There’re many great mental tools for making decisions or solving problems. The decision matrix (a.k.a. the Eisenhower Matrix) is one of them, if not the most popular one.
There’re a ton of articles writing about it on the Internet, and it looks simple. But from my own experience, it is not an easy task for many people including me to distinguish the difference between urgency and importance. Otherwise there won’t be so many busy minds hurrying to getting more things done rather than focusing on stuff that actually moves the needle. To make real use out of it, there’s a hidden premise that better judgment needs to be developed, so that we can associate different tasks with the right matrix. And there’s no replacement for experiences and trial and errors when it comes to forming good judgement.
The way that works better for me is by asking questions, inspired by reading a great article from Nicholas C. Zakas. By going through a list of 5 questions in order, it gives me better mental clarity on what actions to take based on what type of problem I’m dealing with.
Here are the 5 questions that I extracted from the article, listed in the right order
Is this really a problem? (i.e. consequential or not)
I’ll define a problem as anything that leads to an objectively undesirable outcome if not addressed When in a leadership role, it’s common to receive complaints that sound like problems but are just opinions I ask these software engineers this question: is it a problem or is it just different? In many cases “wrong” just means “not what I’m used to or prefer.” If you can identify that a reported problem is not, in fact, a problem, then you no longer need to spend resources on a solution
Does the problem need to be solved? (i.e. tolerable or not)
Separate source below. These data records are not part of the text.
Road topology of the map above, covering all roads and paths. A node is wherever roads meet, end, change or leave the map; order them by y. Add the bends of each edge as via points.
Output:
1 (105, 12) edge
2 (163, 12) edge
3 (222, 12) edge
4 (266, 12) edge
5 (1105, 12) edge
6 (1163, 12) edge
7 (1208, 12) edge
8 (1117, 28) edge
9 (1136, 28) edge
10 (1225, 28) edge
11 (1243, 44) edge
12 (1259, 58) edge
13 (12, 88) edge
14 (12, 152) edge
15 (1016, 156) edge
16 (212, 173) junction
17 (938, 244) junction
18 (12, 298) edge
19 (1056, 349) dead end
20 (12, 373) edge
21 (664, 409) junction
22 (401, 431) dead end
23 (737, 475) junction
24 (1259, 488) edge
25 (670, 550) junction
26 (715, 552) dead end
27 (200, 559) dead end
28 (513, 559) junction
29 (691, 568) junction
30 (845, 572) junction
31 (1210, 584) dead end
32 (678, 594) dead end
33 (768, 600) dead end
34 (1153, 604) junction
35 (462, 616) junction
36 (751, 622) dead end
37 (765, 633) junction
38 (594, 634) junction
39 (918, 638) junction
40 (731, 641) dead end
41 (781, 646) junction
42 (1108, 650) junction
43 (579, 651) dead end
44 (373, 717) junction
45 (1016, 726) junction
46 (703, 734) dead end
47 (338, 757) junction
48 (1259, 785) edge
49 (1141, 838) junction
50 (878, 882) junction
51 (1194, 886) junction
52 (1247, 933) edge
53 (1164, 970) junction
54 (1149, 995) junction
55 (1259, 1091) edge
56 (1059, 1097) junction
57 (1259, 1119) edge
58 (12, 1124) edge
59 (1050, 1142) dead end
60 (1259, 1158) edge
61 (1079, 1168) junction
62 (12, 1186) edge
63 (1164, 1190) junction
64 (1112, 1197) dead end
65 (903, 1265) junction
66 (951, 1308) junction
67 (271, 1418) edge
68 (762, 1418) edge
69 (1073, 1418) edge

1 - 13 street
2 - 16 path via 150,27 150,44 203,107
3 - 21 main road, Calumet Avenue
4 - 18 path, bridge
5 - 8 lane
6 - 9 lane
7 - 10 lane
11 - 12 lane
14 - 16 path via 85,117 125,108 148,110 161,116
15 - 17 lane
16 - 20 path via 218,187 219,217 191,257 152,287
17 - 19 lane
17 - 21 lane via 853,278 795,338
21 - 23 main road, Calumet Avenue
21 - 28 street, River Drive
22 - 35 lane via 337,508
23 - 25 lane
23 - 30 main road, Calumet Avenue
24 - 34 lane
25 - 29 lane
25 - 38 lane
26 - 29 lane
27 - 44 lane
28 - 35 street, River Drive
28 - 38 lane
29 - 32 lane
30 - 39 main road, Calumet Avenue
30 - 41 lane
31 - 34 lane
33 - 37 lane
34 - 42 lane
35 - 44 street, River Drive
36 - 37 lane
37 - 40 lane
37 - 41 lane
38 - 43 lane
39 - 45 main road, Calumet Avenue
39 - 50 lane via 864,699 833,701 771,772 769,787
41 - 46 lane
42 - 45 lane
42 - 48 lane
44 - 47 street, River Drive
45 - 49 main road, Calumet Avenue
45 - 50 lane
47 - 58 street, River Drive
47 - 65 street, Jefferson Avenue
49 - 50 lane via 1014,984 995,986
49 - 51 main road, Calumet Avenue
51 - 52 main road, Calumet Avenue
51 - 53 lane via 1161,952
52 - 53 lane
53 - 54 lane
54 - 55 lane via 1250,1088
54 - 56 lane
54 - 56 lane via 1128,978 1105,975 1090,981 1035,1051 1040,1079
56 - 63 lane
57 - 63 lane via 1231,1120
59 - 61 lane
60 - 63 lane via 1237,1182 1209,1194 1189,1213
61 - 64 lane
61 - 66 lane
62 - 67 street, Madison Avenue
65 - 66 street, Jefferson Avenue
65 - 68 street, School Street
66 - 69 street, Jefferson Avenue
A problem doesn’t need to be solved if the undesirable outcome is tolerable and either constant or slow growing Another way to ask this question is, “what happens if the problem is never solved?” If the answer is, “not much,” then it might be okay to not solve the problem.
Does the problem need to be solved now? (i.e. urgent or not)
Some problems are obviously urgent and need to be addressed immediately: the site is down, the application crashes whenever someone uses it, and so on Technical debt is any part of your application (or related infrastructure) that is not performing as well as it should. It’s something that will not cause a significant problem today or tomorrow, but it will eventually. In my experience, tech debt is rarely addressed until it becomes an emergency (which is too late). However, tech debt isn’t something that everything else should be dropped to address. It falls into that middle area where it shouldn’t be done today but definitely needs to get done.
Does the problem need to be solved by me? (i.e. assignable or not)
“is this a Nicholas problem?” There were certain things only I knew how to do and those were the things I should be focusing. Anything else should be delegated to someone else. Another important tip he gave me: just because you can do something faster than someone else doesn’t mean you should do it yourself. For most non-urgent tasks, it doesn’t matter if it is completed in one day or two.
Is there an easier problem I can solve instead? (i.e. replaceable or not)
The key is that the easier problem must give you the same or a similar outcome to the original problem while saving time (or other resources).
Sometimes, I find flow charts are more straightforward than words, therefore I created one for the sake of it.
The questions are phrased in a hierarchy with previous ones as preconditions. It structures our thinking through synthesizing situation at hand. It also sparks insights that lead to better understanding about the problem. Every step of questioning is a great filter, when applied properly, that will cut the clutter to uncover the essence. It’s a great mental framework that simplifies our decision making without drowning us into the nitty gritty details.
One thing it has in common with other decision making tool is that it separates the need to think and decide from the actual action to take. This is a benefit that often gets under-appreciated. Nowadays we’re surrounded by flood of information from a myriad of interruptions pipes. Bundled with the fear of missing out, we’re more prone to subordinate to impulsive reactions rather than thoughtful responses. Without surprise, it only yields suboptimal decisions that accounts for suboptimal results.
Because thinking takes conscious effort, we choose to avoid thinking by default. There’re a lot of movements, but little progress. By mixing both thinking and action, we commit to neither of them. What we should do instead is to give thinking the right amount of attention it deserves, and take actions once we’ve thought things through. And asking questions is a good way to do that. In return, the mind gets calmer, and the decision gets better.
Give it a try and see if it works for you as well.